The Scottish Children’s Services Coalition (SCSC) (see Notes to Editors for members), an alliance of organisations dealing with those with learning difficulties and complex needs, as well as those with care experience, has raised concerns after the publication of Scottish Government census data. 1
This indicates major disparities between local authorities when it comes to the proportion of pupils recorded with ASN, raising concerns that many children and young people may not be getting the full support they are entitled to on the back of these widely varying figures (see Notes to Editors for full figures).
It has called for urgent action to ensure that better quality and more reliable information in identifying and recording those with ASN is gathered by local authorities, urging the Scottish Government to provide stricter guidance on this matter. This will ensure that those with ASN are getting the support they require.
Scottish Government statistics on schools for 2015 (publically funded), indicate that while for Scotland as a whole 20.4% of primary school pupils and 24% of secondary school pupils are recorded as having ASN, there are major disparities in the percentage of pupils with ASN between local authorities (see Notes to Editors for figures for each local authority).
For example, 8% of those in secondary schools in North Lanarkshire are recorded as having ASN, compared with 36% in Glasgow. North Ayrshire records figures of 27% for secondary school pupils with ASN, compared with South Ayrshire recording 13%.
These disparities are due to local authority inconsistencies in gathering information on, and identifying and recording those with ASN. The inconsistencies, the coalition believes, is leading to varied support for those with ASN across local authorities. Many children and young people therefore may simply not be being identified and getting the support they are entitled to. As an example, the categorisation of “looked after children” differs from authority to authority.
Under the Education (Additional Support for Learning) (Scotland) Act 2004 a statutory duty is placed on local authorities to identify, provide for and review the additional support needs of their pupils, difficult to do when there is inconsistent recording between local authorities.
Without a consistent and aligned method of recording such critical statistics it is difficult to ascertain if the numbers of categories of those with ASN is increasing, decreasing or staying the same. This clearly has an impact on the resourcing committed to dealing with this vulnerable group and ensuring that it is targeted in the most effective manner.

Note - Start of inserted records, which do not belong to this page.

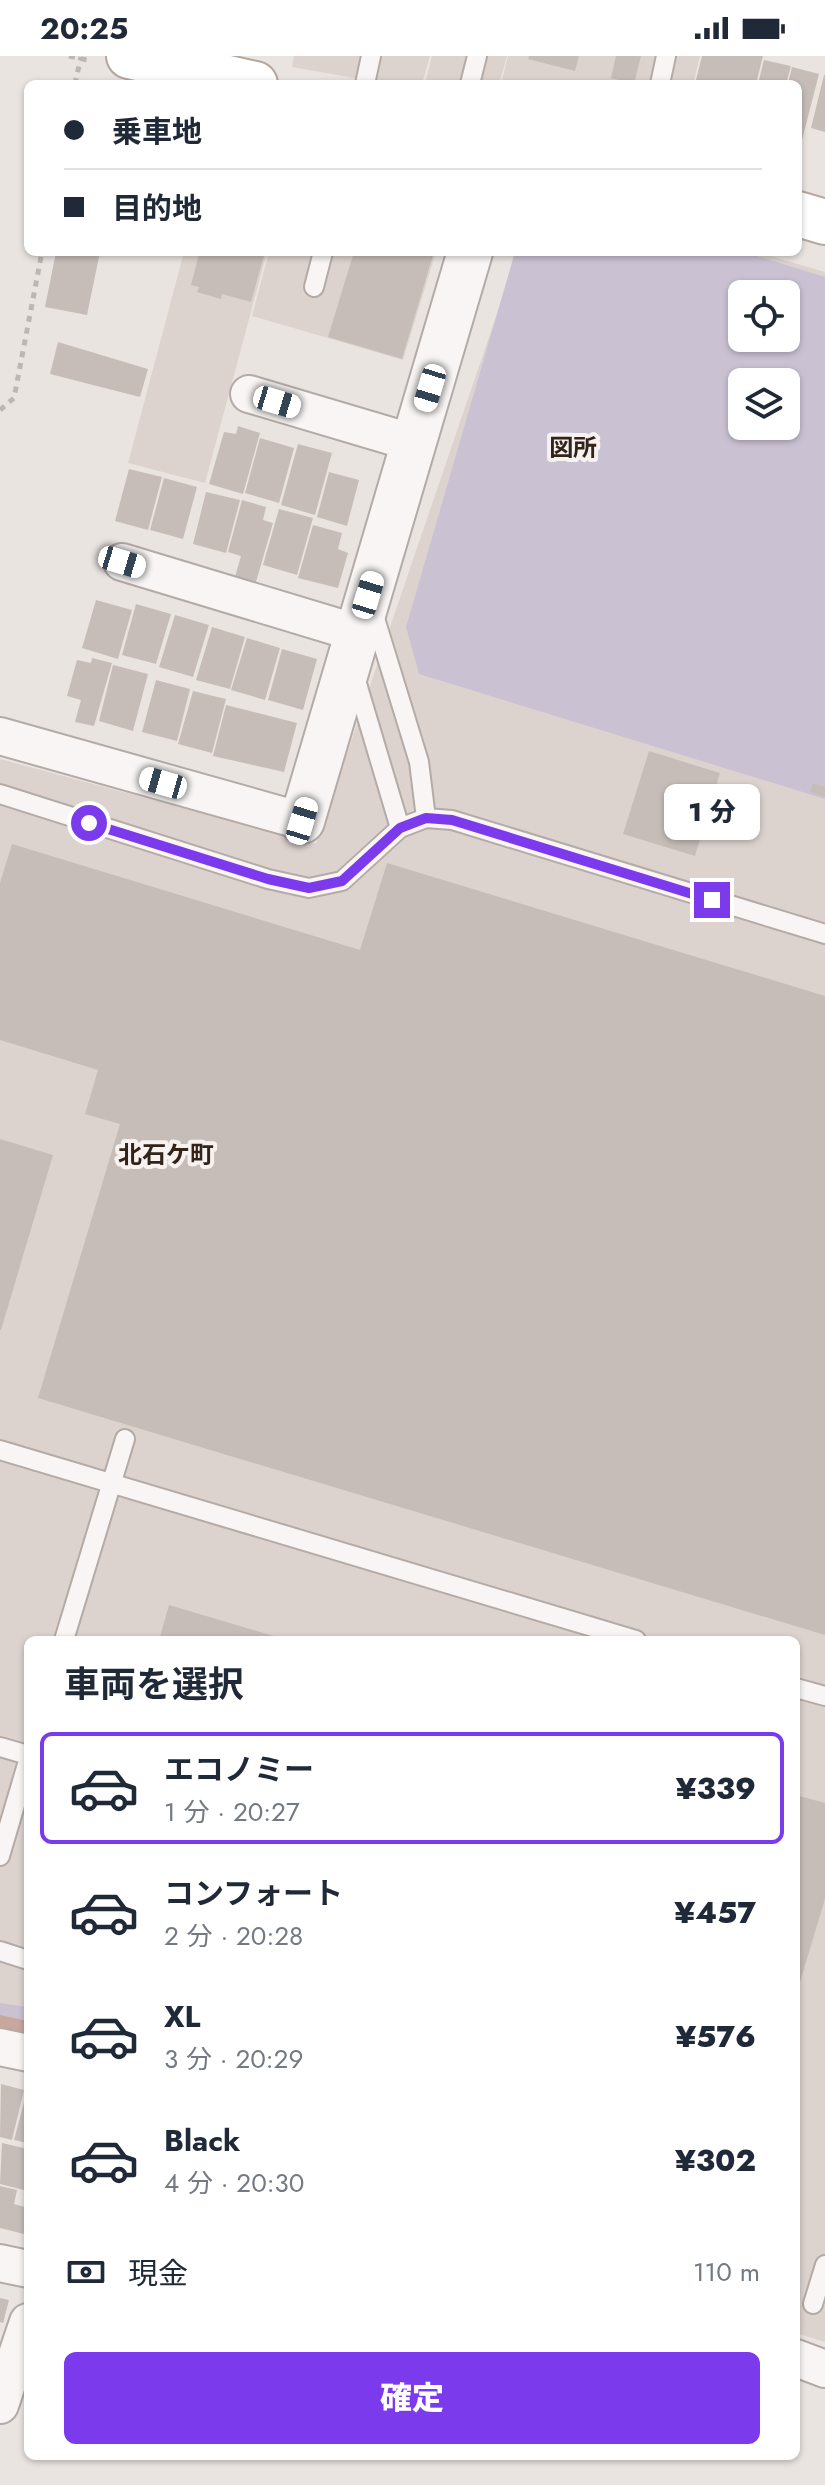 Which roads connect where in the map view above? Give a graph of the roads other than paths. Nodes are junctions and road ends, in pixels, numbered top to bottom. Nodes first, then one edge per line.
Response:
1 (129, 56) edge
2 (371, 56) edge
3 (477, 56) edge
4 (666, 56) edge
5 (237, 80) edge
6 (366, 80) edge
7 (471, 80) edge
8 (661, 80) edge
9 (802, 215) edge
10 (825, 222) edge
11 (322, 256) edge
12 (469, 256) edge
13 (314, 287) dead end
14 (249, 394) dead end
15 (414, 443) junction
16 (122, 562) dead end
17 (358, 629) junction
18 (0, 736) edge
19 (0, 794) edge
20 (426, 818) junction
21 (302, 821) joint
22 (400, 828) junction
23 (825, 934) edge
24 (125, 1439) dead end
25 (0, 1450) edge
26 (111, 1484) junction
27 (65, 1636) edge
28 (623, 1636) edge
29 (800, 1689) edge
30 (825, 1696) edge
31 (0, 1747) edge
32 (24, 1756) edge
33 (24, 1772) edge
34 (0, 1856) edge
35 (0, 1951) edge
36 (24, 1959) edge
37 (0, 2047) edge
38 (24, 2052) edge
39 (0, 2263) edge
40 (825, 2265) edge
41 (24, 2268) edge
42 (811, 2303) edge
43 (24, 2334) edge
44 (800, 2360) edge
45 (825, 2369) edge
46 (0, 2405) edge

1 - 5 main road
2 - 6 lane
3 - 7 lane
4 - 8 lane
9 - 10 main road
11 - 13 lane
12 - 15 street
14 - 15 street
15 - 17 street
16 - 17 street
17 - 20 lane
17 - 21 street
17 - 22 lane
18 - 21 street
19 - 22 lane
20 - 22 lane
20 - 23 lane
24 - 26 lane
25 - 26 lane
26 - 27 lane
26 - 28 lane
29 - 30 lane
31 - 32 lane
33 - 34 lane
35 - 36 lane
37 - 38 street
39 - 41 street
40 - 42 lane
43 - 46 street
44 - 45 street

The SCSC is in the process of writing to the Scottish Government to ascertain what measures are being put in place by the Scottish Government to ensure that there is greater guidance in delivering a consistent approach by local authorities in identifying and recording those with ASN.

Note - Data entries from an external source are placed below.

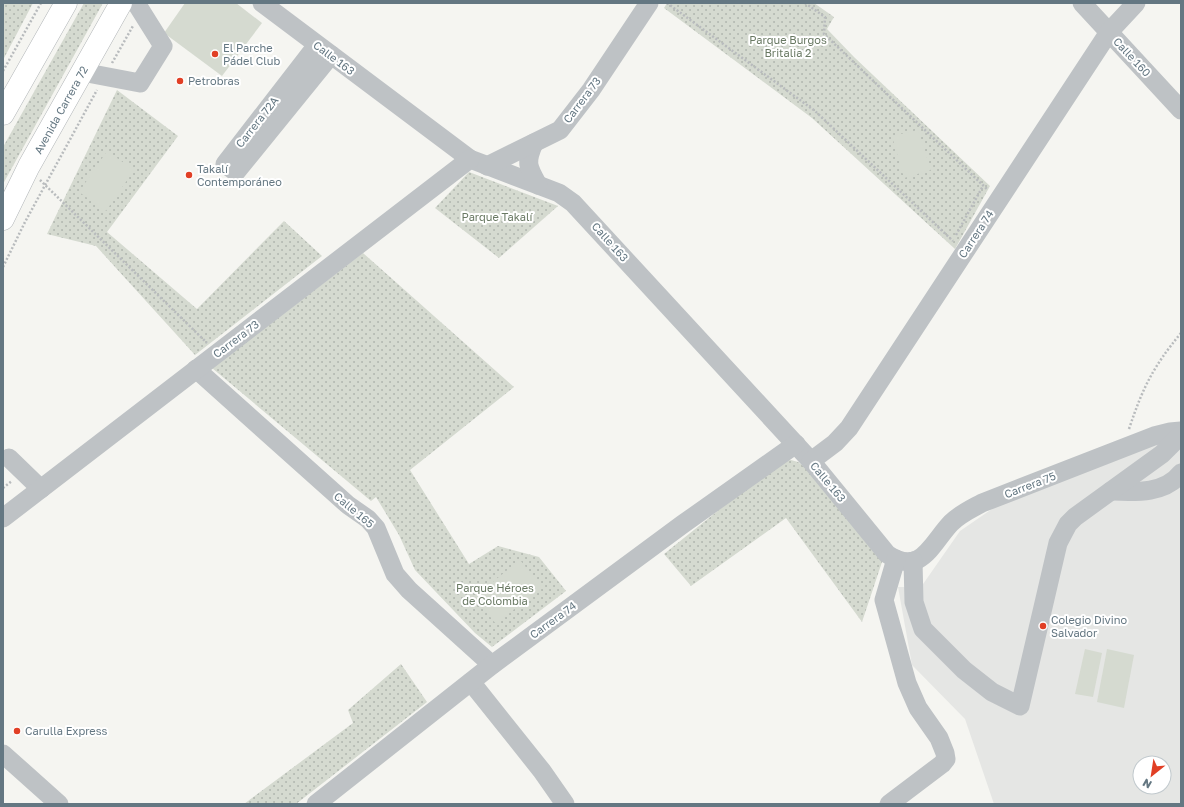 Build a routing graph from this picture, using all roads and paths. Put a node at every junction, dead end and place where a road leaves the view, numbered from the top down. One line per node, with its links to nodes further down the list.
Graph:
1 (41, 3): 15 (path)
2 (66, 3): 20 (highway)
3 (121, 3): 16 (highway, Avenida Carrera 72)
4 (262, 3): 14 (street, Calle 163)
5 (649, 3): 21 (street, Carrera 73)
6 (667, 3): 11 (path)
7 (673, 3): 11 (path)
8 (805, 3): 27 (path)
9 (1082, 3): 13 (street, Calle 160)
10 (1136, 3): 13 (street, Carrera 74)
11 (671, 6): 30 (path)
12 (139, 7): 17 (path); 17 (street)
13 (1109, 32): 19 (street, Calle 160); 28 (street, Carrera 74)
14 (324, 50): 18 (street); 22 (street, Calle 163)
15 (3, 71)
16 (82, 72): 17 (street); 24 (highway, Avenida Carrera 72)
17 (105, 76): 25 (path)
18 (299, 82)
19 (1181, 110)
20 (3, 114)
21 (534, 143): 23 (street, Carrera 73); 26 (street)
22 (470, 159): 23 (street, Calle 163); 33 (street, Carrera 73)
23 (487, 166): 26 (street, Calle 163)
24 (28, 168): 25 (path); 29 (highway, Avenida Carrera 72)
25 (45, 185): 31 (path); 33 (path)
26 (538, 185): 37 (street, Calle 163)
27 (983, 186): 28 (path); 30 (path)
28 (998, 200): 30 (street, Carrera 74)
29 (3, 219)
30 (958, 246): 40 (street, Carrera 74)
31 (3, 267)
32 (1181, 333): 38 (path)
33 (217, 353): 34 (street, Carrera 73)
34 (196, 369): 44 (street, Carrera 73); 48 (street, Calle 165)
35 (1181, 431): 38 (street, Carrera 75)
36 (1181, 435): 45 (street)
37 (796, 444): 40 (street, Calle 163); 48 (street, Carrera 74)
38 (1123, 448): 47 (street, Carrera 75)
39 (9, 458): 44 (street)
40 (811, 461): 47 (street, Calle 163)
41 (1181, 473): 45 (street)
42 (16, 478): 43 (path)
43 (3, 488)
44 (41, 489): 46 (street, Carrera 73)
45 (1111, 490): 47 (street)
46 (14, 515)
47 (904, 560): 54 (street)
48 (492, 665): 49 (street, Carrera 74)
49 (471, 682): 52 (street, Carrera 74); 53 (street)
50 (3, 754): 51 (street)
51 (60, 804)
52 (316, 804)
53 (565, 804)
54 (889, 804)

A spokesperson for the SCSC commented:
“As a coalition we find it worrying at these major disparities which indicate, for example, that as a percentage of the pupil population more than four times as many children and young people in Glasgow have ASN compared with North Lanarkshire.
“This inconsistency in gathering information on and identifying those with ASN by local authorities requires clearer and comprehensive guidance from the Scottish Government.
“The Scottish Government must commit to working more closely with local authorities to tackle this and develop a universal method to ensure that better information is recorded so that accurate numbers can be reported. Only then will we truly be able to provide the best support for some of Scotland’s most vulnerable people.”
1 Scottish Government, Pupil Census 2015 – Supplementary Data. Table 6.10 for primary school pupils and Table 7.5 for secondary school pupils, 9th December 2015. Available at: http://www.gov.scot/Topics/Statistics/Browse/School-Education/dspupcensus/dspupcensus15 (Accessed 2nd February 2016).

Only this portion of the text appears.